Substring Replacement

x replace p;q replaces all occurrences of p by q in x .

replace=: 4 : 0
 'p q'=. y
 j=. p nosindx x
 if. ''-:j do. x return. end.
 d=. p-&#q
 k=. (j+(0>.-d)*i.#j)+/i.#q
 select. *d
  case.  1 do. (0 (j+/(#q)+i.d)}1$~#x) # q k}x
  case.  0 do. q k}x
  case. _1 do. q k} (0 (d{."1 k)}1$~(#x)+(#j)*|d) #^:_1 x
 end.
)

nosindx=: 4 : 0
 s=. x I.@E. y
 i=. s I. s+#x
 (i.&_1 {. ]) (s,_1) {~ (i,_1) {~^:a: 0
)

replace uses nosindex , adapted from Non-Overlapping Substrings to find the indices of non-overlapping substring occurrences. nosindex is equivalent to I.@E. if substring occurrences do not overlap (i.e. if no non-trivial prefix of p is a suffix of p ).

Examples of replace in use:

   x=: 'of the people, by the people, for the people'

   x replace 'the';'a'
of a people, by a people, for a people

   x replace 'the';'one'
of one people, by one people, for one people

   x replace 'the';'them there'
of them there people, by them there people, for them there people

Program Logic

Let d=. p-&#q be the difference between the length of p (the target string) and the length of q (the replacement string). The processing depends on whether d is positive, zero, or negative:

  • If d is positive ( p longer than q ), some characters will be removed from x after it is amended by q .
  • If d is zero ( p has the same length as q ), x is simply amended by by q .
  • If d is negative ( p is shorter than q ), x is first expanded to make room and then amended by q .

If j=. x nosindex p are the indices of non-overlapping occurrences of p in x , then k=. (j+(0>.-d)*i.#j)+/i.#q are the indices to be amended. If d is not negative, i.e. if p is not shorter than q , k simplifies to j+/i.#q ; if d is negative ( p is shorter than q ), the indices of p in the expanded string are j+(-d)*i.#j .

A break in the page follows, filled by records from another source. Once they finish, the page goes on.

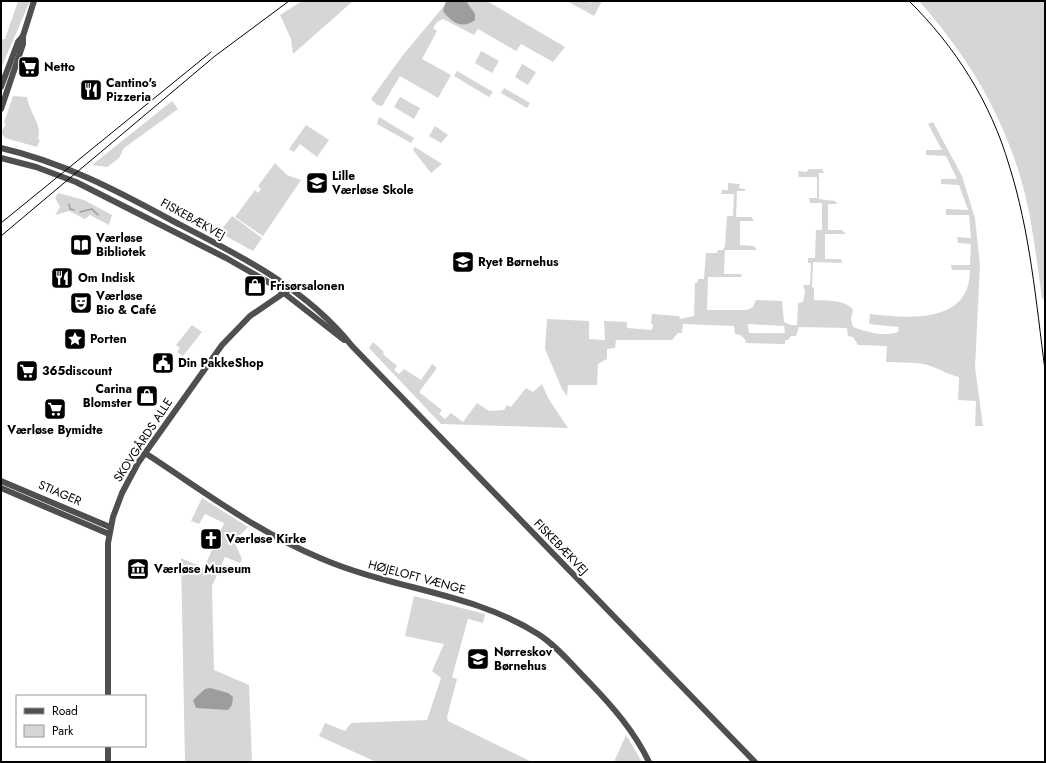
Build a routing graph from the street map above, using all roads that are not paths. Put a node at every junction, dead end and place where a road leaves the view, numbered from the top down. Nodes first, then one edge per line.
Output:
1 (34, 1) edge
2 (23, 36) junction
3 (1, 87) edge
4 (1, 109) edge
5 (1, 148) edge
6 (1, 158) edge
7 (291, 288) junction
8 (282, 292) junction
9 (352, 346) junction
10 (145, 453) junction
11 (1, 481) edge
12 (1, 488) edge
13 (110, 530) junction
14 (108, 695) edge
15 (108, 747) edge
16 (108, 762) edge
17 (649, 762) edge
18 (755, 762) edge

1 - 2 street
2 - 3 street
2 - 4 street
5 - 7 street, FISKEBÆKVEJ
6 - 8 street, FISKEBÆKVEJ
7 - 8 street, SKOVGÅRDS ALLE
7 - 9 street, FISKEBÆKVEJ
8 - 9 street, FISKEBÆKVEJ
8 - 10 street, SKOVGÅRDS ALLE
9 - 18 street, FISKEBÆKVEJ
10 - 13 street, SKOVGÅRDS ALLE
10 - 17 street, HØJELOFT VÆNGE
11 - 13 street, STIAGER
12 - 13 street, STIAGER
13 - 14 street, SKOVGÅRDS ALLE
15 - 16 street

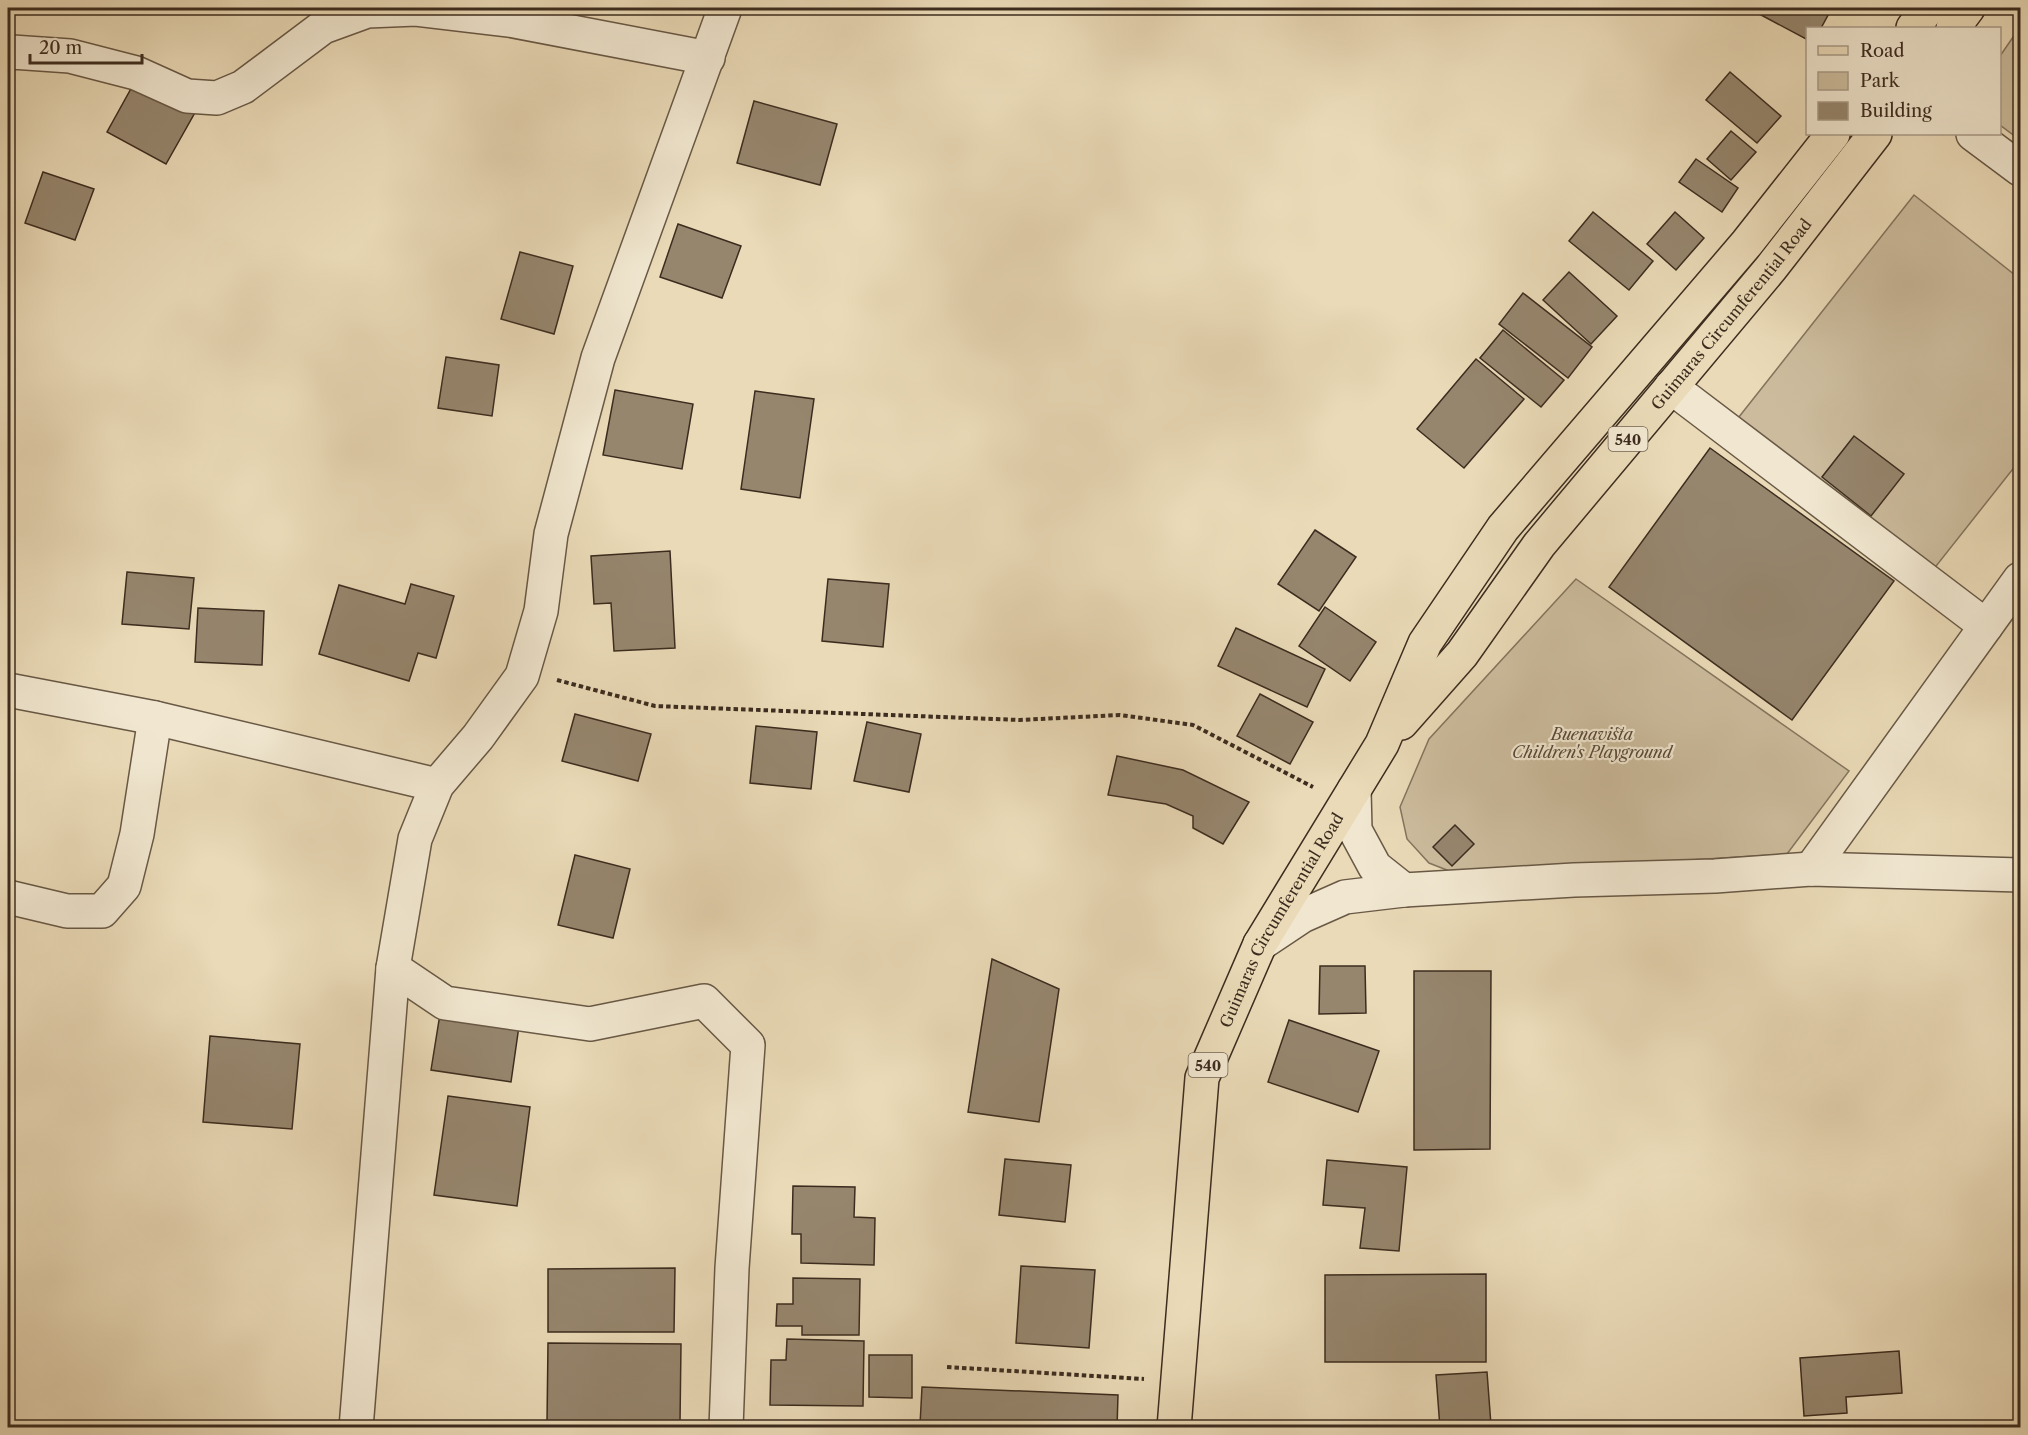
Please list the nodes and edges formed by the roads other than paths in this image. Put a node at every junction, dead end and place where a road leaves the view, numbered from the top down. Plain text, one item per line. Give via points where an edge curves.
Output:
1 (725, 8) edge
2 (1928, 8) edge
3 (1968, 8) edge
4 (1914, 27) edge
5 (1954, 27) edge
6 (8, 54) edge
7 (708, 58) junction
8 (1832, 135) edge
9 (1874, 135) edge
10 (1974, 135) edge
11 (2020, 169) edge
12 (1671, 387) junction
13 (2020, 579) edge
14 (1986, 626) junction
15 (8, 690) edge
16 (155, 718) junction
17 (1382, 744) junction
18 (436, 785) junction
19 (1349, 799) junction
20 (1811, 869) junction
21 (2020, 875) edge
22 (1404, 890) junction
23 (8, 897) edge
24 (1260, 944) junction
25 (393, 968) junction
26 (356, 1428) edge
27 (726, 1428) edge
28 (1173, 1428) edge

1 - 7 street
2 - 4 main road
3 - 5 main road
6 - 7 street via 70,56 136,73 187,96 217,98 243,87 323,27 367,11 416,9 509,20
7 - 18 street via 597,358 551,534 541,611 522,676 478,737
8 - 17 main road, Guimaras Circumferential Road / 540 via 1747,243 1503,528 1425,643
9 - 12 main road, Guimaras Circumferential Road / 540 via 1771,268
10 - 11 street
12 - 14 street
12 - 17 main road, Guimaras Circumferential Road / 540 via 1539,545 1461,654
13 - 14 street
14 - 20 street
15 - 16 street
16 - 18 street
16 - 23 street via 137,834 124,886 102,911 67,910
17 - 19 main road, Guimaras Circumferential Road / 540
18 - 25 street via 415,839
19 - 22 street via 1355,830 1375,867
19 - 24 main road, Guimaras Circumferential Road / 540
20 - 21 street
20 - 22 street
22 - 24 street via 1345,897 1302,916
24 - 28 main road, Guimaras Circumferential Road / 540 via 1202,1078
25 - 26 street
25 - 27 street via 445,1004 590,1024 704,1001 748,1045 732,1268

The following examples illustrate the three cases:

   x=: 'of the people, by the people, for the people'
   p=: 'the'
   ] j=: p nosindx x
3 18 34

p is longer than q (d>0)

   q=: 'a'
   ] d=: p-&#q
2
   j
3 18 34
   j+(0>.-d)*i.#j
3 18 34
   ] k=. (j+(0>.-d)*i.#j)+/i.#q
 3
18
34
   q k} x
of ahe people, by ahe people, for ahe people
   '.1' {~ b=. 0 (j+/(#q)+i.d)}1$~#x
1111..1111111111111..11111111111111..1111111
   b # q k} x
of a people, by a people, for a people

p has the same length as q (d=0)

   q=: 'one'
   ] d=: p-&#q
0
   j
3 18 34
   j+(0>.-d)*i.#j
3 18 34
   ] k=. (j+(0>.-d)*i.#j)+/i.#q
 3  4  5
18 19 20
34 35 36
   q k} x
of one people, by one people, for one people

p is shorter than q (d<0)

   q=: 'them there'
   ] d=: p-&#q
_7
   j
3 18 34
   j+(0>.-d)*i.#j
3 25 48
   ] k=. (j+(0>.-d)*i.#j)+/i.#q
 3  4  5  6  7  8  9 10 11 12
25 26 27 28 29 30 31 32 33 34
48 49 50 51 52 53 54 55 56 57
   d{."1 k
 6  7  8  9 10 11 12
28 29 30 31 32 33 34
51 52 53 54 55 56 57
   '.1' {~ b=: 0 (d{."1 k)}1$~(#x)+(#j)*|d
111111.......111111111111111.......1111111111111111.......1111111
   b #^:_1 x
of the        people, by the        people, for the        people
   q k} b#^:_1 x
of them there people, by them there people, for them there people

Non-Overlapping Occurrences

As stated above, nosindx finds the indices of non-overlapping substring occurrences. It is the same as I.@E. if substring occurrences do not overlap. What if they do overlap?

   ] x=: 40$'abcabcabc_'
abcabcabc_abcabcabc_abcabcabc_abcabcabc_
   x replace 'abcabc';'syzygy'
syzygyabc_syzygyabc_syzygyabc_syzygyabc_

   ] j0=: 'abcabc' I.@E.   x
0 3 10 13 20 23 30 33
   ] j1=: 'abcabc' nosindx x
0 10 20 30

   x
abcabcabc_abcabcabc_abcabcabc_abcabcabc_
   '1' j0} '.'$~#x
1..1......1..1......1..1......1..1......
   '1' j1} '.'$~#x
1.........1.........1.........1.........

   'syzygy' (j0+/i.6)} x
syzsyzygy_syzsyzygy_syzsyzygy_syzsyzygy_
   'syzygy' (j1+/i.6)} x
syzygyabc_syzygyabc_syzygyabc_syzygyabc_
   x replace 'abcabc';'syzygy'
syzygyabc_syzygyabc_syzygyabc_syzygyabc_



Contributed by Roger Hui.